La cosa sconcertante è l’esito della ricognizione. I tecnici, infatti, hanno scritto che le condizioni del Crati non destavano particolari preoccupazioni. Ma siccome siamo nel Paese della burocrazia, in cui una frase può esentarti da ogni responsabilità aggiungevano, en passant, che comunque si sarebbero attivati con la Regione Calabria per chiedere i fondi necessari tramite ordinanza della Protezione Civile. Cosa sia successo in seguito è un mistero. Non si sono visti nè soldi, nè interventi di messa in sicurezza degli argini e il Crati è esondato.Lo ha fatto anche per la presenza di agrumeti lungo gli argini del fiume che hanno di fatto agevolato l’esondazione. Ma come si fa a piantare alberi in zone demaniali?Sbaglia chi pensa che questo fenomeno risalga nel tempo.
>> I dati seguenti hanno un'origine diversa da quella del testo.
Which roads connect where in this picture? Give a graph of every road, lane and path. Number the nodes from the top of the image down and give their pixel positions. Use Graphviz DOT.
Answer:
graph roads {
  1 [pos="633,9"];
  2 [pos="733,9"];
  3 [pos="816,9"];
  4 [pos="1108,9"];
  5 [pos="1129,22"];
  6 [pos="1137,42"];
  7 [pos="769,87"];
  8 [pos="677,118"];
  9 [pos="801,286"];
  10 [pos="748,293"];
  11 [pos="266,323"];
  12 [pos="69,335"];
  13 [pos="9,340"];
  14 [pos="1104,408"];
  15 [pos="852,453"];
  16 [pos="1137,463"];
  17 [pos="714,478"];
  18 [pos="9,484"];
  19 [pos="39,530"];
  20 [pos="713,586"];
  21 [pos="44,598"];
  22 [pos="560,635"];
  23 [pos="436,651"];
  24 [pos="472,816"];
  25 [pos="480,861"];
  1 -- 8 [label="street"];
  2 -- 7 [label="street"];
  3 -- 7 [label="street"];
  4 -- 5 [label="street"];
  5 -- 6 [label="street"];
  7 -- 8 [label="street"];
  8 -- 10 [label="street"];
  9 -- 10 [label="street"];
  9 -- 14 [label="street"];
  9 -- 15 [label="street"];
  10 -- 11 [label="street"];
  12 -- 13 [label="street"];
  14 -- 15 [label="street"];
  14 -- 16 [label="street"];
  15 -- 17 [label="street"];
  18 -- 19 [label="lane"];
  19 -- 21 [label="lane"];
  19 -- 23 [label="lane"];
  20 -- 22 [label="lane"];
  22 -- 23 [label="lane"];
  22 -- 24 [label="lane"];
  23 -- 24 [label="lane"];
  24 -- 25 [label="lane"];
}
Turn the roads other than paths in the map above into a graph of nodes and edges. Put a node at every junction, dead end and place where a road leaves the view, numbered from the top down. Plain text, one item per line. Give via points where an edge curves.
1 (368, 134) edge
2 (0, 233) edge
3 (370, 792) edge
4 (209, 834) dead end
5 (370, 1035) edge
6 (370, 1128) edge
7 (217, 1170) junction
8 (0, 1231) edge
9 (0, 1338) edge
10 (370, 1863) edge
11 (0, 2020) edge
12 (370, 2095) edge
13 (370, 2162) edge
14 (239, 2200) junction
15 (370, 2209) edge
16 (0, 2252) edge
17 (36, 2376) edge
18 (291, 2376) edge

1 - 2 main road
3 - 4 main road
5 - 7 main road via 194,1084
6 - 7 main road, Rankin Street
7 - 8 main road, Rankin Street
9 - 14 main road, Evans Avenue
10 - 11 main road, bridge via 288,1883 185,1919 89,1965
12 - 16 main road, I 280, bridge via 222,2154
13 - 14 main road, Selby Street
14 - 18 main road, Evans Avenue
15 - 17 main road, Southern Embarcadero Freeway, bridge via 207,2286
Arrivando nella zona archeologica di Sibari c’è un agrumeto che fa bella mostra di sé, proprio sulla foce del Crati, in un’area più che protetta. E’ carino l’agrumeto, tutto bello recintato, con un ampio cancello che fornisce un comodo accesso al campo. I contadini della zona dicono che è stato piantato non venti o dieci anni fa, ma all’incirca due.Questa storia degli agrumeti abusivi o presunti tali, come dice il sindaco di Cassano, non è nuova. Circa quattro anni fa, in seguito all’esondazione che colpì la zona di Lattughelle, vennero aperte delle indagini da parte delle autorità competenti per capire se vi fossero degli abusi. Ma le indagini, a quanto ci è dato sapere, non portarono a nessun risultato. «Il problema è che molti terreni potrebbero essere privati – dice Papasso – nel tempo sono state concesse magari autorizzazioni, anche se non si poteva».
Per questo il sindaco ha ordinato alla Polizia Municipale di Cassano allo Jonio di effettuare verifiche minuziose su ogni albero, su ogni pianta di agrume. Lo scopo è verificare che tutto sia in regola. Se qualcosa non dovesse esserlo «ho la volontà e il coraggio – dice Papasso – per ordinare l’abbattimento di tutto quanto abusivo».Sotto questo profilo c’è da segnalare anche che sulla zona stanno operando i carabinieri del Nucleo per la Tutela del patrimonio culturale, ai comandi del maggiore Raffaele Giovinazzo, unitamente alla compagnia di Corigliano. Ancora siamo nelle fasi preliminari, ma già dalla prossima settimana potrebbero esserci delle novità di rilievo. Intanto su Sibari continua a piovere.